— Work task —
Images stay out; everything else in the records is to be set down exactly.
══ Data extracts
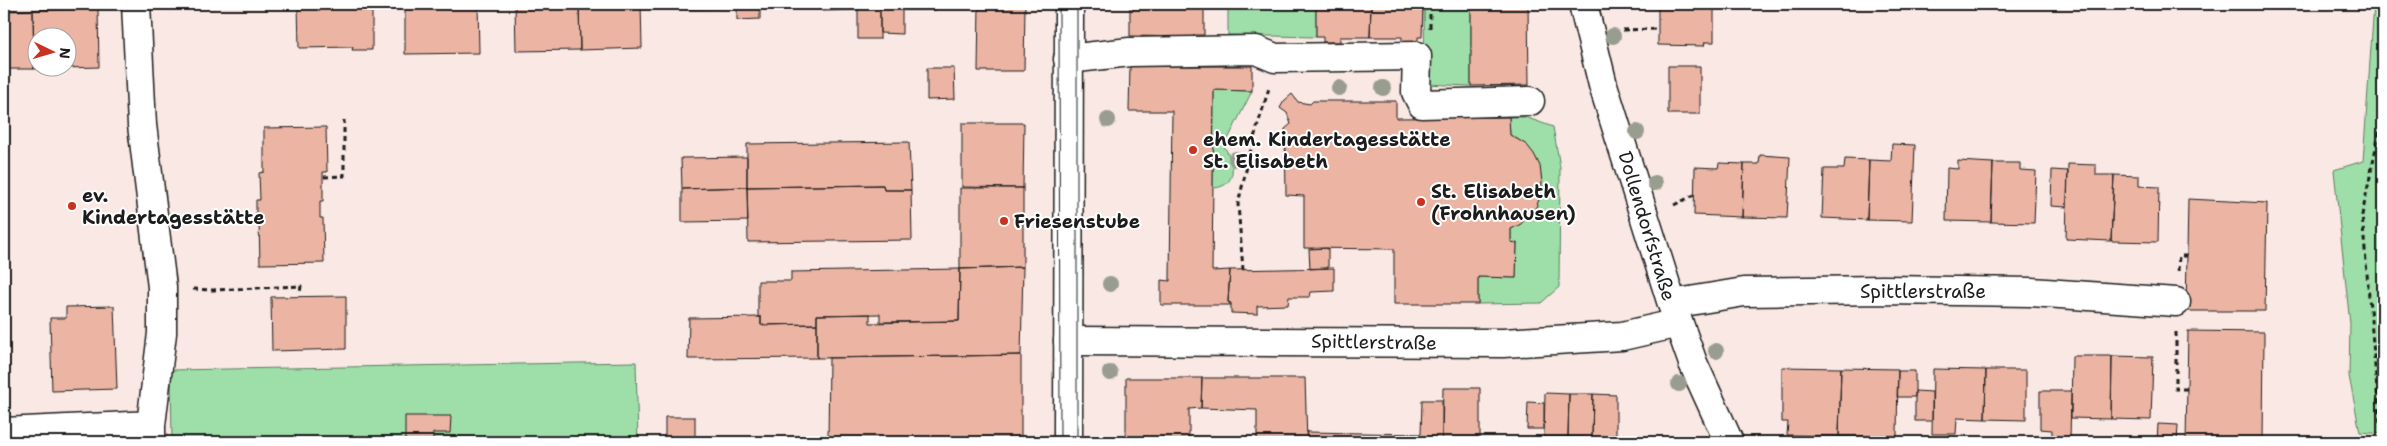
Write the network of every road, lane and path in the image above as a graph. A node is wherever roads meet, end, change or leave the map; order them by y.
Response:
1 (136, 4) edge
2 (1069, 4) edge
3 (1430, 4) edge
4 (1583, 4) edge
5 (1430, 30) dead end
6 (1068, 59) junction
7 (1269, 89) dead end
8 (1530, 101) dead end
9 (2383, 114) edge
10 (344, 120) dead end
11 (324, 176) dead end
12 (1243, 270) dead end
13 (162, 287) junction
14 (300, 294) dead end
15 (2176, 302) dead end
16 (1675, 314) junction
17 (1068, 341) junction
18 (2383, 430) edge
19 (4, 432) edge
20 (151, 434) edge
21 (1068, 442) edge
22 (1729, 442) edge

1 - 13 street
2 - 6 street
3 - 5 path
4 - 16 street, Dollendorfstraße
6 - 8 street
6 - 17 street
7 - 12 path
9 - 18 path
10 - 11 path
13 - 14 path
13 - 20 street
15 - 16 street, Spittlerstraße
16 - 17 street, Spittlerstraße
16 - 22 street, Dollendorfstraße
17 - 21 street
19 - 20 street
════
— Result of the task —
Write the network of every road, lane and path in the image above as a graph. A node is wherever roads meet, end, change or leave the map; order them by y.
Response:
1 (136, 4) edge
2 (1069, 4) edge
3 (1430, 4) edge
4 (1583, 4) edge
5 (1430, 30) dead end
6 (1068, 59) junction
7 (1269, 89) dead end
8 (1530, 101) dead end
9 (2383, 114) edge
10 (344, 120) dead end
11 (324, 176) dead end
12 (1243, 270) dead end
13 (162, 287) junction
14 (300, 294) dead end
15 (2176, 302) dead end
16 (1675, 314) junction
17 (1068, 341) junction
18 (2383, 430) edge
19 (4, 432) edge
20 (151, 434) edge
21 (1068, 442) edge
22 (1729, 442) edge

1 - 13 street
2 - 6 street
3 - 5 path
4 - 16 street, Dollendorfstraße
6 - 8 street
6 - 17 street
7 - 12 path
9 - 18 path
10 - 11 path
13 - 14 path
13 - 20 street
15 - 16 street, Spittlerstraße
16 - 17 street, Spittlerstraße
16 - 22 street, Dollendorfstraße
17 - 21 street
19 - 20 street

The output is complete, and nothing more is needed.